In the past, we've always protected our data to create an integrated environment for reporting and analytics. And we tried to protect people from themselves when using and accessing data, which sometimes could have been considered a bottleneck in the process. We instituted guidelines and procedures around:
- Certification of the data for enterprise reports.
- Specific areas in the data warehouse where data could be accessed.
- Security on the layers to protect the data.
- Quality of the data (when possible).
- Ensured integrity of the data.
With the new order of data – and with enterprises using technologies like Hadoop – where does the data strategy change? Or does it?
The quest for good quality, integrated data has not gone away. It's just that if we do not thoughtfully load our new technologies with data, we could end up back in the same boat we were in at the beginning of our BI endeavors. With unrelated composted data that may not relate to other data very elegantly.

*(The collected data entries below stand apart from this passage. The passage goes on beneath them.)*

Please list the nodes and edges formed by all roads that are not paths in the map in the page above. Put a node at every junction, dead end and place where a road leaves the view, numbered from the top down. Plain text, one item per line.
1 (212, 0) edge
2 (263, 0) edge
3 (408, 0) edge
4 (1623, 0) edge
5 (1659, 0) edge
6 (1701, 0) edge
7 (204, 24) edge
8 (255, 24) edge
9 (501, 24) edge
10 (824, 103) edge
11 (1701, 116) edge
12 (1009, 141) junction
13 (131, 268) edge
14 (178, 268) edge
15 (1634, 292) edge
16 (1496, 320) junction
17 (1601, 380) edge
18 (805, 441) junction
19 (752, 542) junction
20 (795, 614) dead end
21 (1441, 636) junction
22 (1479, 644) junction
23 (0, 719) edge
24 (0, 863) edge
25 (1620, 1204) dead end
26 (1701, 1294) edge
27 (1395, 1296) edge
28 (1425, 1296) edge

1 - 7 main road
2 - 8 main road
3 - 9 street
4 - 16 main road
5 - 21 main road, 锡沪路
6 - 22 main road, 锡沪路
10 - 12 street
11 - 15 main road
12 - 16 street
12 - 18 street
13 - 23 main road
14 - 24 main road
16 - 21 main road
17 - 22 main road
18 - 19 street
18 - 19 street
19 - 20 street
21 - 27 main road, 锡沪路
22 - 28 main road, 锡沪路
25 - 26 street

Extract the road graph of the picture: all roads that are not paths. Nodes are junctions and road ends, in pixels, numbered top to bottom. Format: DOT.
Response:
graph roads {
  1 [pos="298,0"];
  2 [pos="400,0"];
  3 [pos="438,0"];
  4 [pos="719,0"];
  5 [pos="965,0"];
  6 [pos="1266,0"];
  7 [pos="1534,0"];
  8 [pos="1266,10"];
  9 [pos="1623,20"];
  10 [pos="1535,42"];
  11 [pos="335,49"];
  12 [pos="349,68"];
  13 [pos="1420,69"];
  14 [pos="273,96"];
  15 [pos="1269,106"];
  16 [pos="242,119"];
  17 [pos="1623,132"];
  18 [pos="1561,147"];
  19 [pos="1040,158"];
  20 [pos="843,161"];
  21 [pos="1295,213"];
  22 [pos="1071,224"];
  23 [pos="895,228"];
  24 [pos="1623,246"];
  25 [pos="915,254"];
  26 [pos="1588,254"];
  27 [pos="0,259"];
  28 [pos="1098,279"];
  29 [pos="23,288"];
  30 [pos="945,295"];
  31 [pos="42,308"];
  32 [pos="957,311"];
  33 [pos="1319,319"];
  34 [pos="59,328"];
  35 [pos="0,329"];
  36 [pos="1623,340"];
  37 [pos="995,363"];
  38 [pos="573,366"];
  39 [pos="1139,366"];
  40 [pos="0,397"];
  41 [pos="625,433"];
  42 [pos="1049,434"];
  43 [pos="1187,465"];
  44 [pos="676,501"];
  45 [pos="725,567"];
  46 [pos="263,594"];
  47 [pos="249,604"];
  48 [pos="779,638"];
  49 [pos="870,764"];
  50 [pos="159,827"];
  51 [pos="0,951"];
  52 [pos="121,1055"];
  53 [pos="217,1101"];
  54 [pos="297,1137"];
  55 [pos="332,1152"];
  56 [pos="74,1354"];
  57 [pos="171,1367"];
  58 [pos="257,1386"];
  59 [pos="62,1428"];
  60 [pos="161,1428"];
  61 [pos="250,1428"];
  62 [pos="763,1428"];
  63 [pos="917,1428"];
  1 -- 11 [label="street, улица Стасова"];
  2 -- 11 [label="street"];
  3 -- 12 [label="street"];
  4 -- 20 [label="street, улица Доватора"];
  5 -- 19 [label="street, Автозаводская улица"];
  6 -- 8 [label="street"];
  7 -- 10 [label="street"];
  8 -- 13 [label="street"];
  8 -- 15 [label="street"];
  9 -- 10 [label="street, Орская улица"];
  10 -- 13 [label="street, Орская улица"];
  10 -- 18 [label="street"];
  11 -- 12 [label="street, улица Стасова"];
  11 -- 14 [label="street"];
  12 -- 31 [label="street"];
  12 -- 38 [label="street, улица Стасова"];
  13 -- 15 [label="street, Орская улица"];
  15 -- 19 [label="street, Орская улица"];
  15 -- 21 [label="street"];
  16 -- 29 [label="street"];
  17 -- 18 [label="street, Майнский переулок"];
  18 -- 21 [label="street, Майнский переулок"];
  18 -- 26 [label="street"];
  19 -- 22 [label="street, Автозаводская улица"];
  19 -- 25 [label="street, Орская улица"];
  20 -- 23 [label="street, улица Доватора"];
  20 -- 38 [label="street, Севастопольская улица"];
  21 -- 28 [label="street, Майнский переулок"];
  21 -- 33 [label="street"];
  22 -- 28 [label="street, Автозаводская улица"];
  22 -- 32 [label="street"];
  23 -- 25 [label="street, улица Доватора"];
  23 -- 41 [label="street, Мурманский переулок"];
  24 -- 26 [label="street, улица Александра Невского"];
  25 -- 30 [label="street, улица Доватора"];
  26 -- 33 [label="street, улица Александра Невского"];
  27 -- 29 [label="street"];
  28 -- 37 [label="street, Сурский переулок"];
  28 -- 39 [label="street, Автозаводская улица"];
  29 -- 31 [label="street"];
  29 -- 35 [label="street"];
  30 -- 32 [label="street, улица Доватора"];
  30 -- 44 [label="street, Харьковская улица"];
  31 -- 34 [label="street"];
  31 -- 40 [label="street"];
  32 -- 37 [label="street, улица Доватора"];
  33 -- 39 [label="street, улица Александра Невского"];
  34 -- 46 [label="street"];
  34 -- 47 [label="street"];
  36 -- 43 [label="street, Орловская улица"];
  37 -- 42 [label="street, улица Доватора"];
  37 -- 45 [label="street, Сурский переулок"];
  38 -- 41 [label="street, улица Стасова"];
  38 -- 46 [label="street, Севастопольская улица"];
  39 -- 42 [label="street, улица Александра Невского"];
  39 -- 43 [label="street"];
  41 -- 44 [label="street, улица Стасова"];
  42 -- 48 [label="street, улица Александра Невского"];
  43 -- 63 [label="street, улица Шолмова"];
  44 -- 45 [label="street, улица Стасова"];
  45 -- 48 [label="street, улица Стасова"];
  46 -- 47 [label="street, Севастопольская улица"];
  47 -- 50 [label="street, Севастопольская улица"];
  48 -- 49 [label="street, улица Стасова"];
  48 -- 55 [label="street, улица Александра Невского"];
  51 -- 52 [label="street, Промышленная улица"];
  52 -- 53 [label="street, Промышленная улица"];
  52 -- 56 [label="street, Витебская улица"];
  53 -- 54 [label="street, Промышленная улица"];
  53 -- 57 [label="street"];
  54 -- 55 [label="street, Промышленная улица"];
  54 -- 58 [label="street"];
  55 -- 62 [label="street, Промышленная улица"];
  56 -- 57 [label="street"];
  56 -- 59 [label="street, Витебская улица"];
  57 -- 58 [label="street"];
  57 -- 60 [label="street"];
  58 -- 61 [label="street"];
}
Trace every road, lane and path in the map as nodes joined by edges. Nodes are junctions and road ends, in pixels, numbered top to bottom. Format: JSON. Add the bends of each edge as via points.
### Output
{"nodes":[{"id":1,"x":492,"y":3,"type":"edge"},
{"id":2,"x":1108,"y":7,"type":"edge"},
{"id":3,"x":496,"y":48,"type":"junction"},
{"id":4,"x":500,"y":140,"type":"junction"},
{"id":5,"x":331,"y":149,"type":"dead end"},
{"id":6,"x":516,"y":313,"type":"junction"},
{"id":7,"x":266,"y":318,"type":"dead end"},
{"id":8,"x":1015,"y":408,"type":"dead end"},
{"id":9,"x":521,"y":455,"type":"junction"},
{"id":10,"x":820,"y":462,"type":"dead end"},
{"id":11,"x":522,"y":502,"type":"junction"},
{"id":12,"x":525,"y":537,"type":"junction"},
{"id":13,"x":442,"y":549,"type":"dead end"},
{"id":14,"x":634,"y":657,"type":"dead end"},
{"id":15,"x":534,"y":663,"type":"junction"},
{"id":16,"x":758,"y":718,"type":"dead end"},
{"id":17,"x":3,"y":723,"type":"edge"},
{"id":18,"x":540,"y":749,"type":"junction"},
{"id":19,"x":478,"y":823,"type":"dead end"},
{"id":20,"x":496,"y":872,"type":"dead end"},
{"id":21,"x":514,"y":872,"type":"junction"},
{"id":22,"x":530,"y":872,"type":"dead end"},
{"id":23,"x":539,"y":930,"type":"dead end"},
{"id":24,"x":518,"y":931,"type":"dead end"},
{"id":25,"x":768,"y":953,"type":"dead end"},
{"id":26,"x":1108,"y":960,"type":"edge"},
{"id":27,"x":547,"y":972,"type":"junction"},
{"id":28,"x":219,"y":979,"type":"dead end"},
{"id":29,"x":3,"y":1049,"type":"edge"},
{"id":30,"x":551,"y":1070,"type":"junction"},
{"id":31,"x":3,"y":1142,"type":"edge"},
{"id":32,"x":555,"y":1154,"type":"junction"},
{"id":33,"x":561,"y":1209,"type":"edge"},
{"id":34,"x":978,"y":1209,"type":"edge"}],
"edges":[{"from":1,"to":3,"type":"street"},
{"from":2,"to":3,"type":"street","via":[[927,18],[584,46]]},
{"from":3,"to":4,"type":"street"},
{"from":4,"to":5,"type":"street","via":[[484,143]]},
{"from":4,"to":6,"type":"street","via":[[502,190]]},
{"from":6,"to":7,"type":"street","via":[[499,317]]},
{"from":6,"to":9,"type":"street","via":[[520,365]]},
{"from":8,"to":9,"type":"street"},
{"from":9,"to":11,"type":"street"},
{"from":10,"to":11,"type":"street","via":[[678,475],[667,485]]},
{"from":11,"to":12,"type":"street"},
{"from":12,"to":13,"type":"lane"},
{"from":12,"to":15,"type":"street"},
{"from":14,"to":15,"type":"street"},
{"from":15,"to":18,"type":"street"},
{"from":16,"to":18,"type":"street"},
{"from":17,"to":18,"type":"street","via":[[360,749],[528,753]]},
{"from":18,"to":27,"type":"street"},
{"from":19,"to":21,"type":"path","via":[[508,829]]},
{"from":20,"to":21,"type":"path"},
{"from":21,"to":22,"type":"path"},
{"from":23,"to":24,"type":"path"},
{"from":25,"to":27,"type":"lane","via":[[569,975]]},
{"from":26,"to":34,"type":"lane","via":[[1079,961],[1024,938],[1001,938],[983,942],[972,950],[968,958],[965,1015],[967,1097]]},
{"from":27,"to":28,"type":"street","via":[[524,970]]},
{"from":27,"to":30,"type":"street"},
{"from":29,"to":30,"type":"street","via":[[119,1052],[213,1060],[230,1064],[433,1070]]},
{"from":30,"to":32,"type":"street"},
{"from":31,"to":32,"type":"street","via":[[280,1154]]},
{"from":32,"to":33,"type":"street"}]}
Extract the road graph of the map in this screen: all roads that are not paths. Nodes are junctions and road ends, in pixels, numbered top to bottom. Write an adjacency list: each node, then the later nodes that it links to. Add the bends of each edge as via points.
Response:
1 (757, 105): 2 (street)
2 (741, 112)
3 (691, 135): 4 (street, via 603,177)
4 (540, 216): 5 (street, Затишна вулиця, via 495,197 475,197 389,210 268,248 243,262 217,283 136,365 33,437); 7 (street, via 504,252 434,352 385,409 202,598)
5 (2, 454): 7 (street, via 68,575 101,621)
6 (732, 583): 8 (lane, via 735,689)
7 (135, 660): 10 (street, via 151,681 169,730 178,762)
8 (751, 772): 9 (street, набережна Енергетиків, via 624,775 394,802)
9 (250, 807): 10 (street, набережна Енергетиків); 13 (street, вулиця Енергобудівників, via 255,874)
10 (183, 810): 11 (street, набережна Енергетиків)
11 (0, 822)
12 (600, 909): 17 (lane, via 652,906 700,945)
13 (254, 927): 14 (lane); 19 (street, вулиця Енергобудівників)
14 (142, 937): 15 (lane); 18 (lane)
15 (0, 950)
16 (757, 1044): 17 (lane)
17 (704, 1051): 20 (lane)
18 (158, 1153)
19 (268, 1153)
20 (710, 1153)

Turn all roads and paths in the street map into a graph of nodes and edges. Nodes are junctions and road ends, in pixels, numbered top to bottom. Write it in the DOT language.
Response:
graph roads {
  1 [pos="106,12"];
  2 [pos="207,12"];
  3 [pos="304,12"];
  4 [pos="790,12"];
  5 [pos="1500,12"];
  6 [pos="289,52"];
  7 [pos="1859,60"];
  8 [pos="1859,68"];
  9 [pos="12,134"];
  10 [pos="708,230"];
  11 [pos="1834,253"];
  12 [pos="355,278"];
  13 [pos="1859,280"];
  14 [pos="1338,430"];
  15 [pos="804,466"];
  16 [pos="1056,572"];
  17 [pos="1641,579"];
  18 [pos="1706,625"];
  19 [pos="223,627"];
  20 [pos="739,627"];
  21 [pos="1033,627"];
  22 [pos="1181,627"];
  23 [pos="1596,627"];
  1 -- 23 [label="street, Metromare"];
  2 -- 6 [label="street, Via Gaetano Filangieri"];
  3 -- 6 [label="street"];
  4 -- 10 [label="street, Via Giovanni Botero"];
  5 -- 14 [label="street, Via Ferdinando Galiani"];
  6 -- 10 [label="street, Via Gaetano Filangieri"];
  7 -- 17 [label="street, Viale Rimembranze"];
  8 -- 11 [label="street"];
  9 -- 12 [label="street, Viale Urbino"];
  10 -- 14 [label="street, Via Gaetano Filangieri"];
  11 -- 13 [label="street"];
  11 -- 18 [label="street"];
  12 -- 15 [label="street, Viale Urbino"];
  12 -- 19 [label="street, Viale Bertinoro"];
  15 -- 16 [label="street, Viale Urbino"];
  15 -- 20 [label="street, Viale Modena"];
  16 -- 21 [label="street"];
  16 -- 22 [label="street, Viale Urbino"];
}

In the insurance industry, for example, most companies have multiple claim engines. These engines do NOT speak the same language, nor does the data map well between the engines. Integration is of utmost importance to create a complete view of the claim data. If we load this data without giving thought to how it will be used, data could be reported incorrectly. Claims are money, and money has to be correct in our corporation. Hence, thoughtful access to the data via our new technologies. Consider loading the new technology from a trusted and integrated source (i.e., data warehouse or operational data store). Then allow the new users access to the new store of data. It's still important to implement procedures and guidelines surrounding the reporting of this data to internal and external users.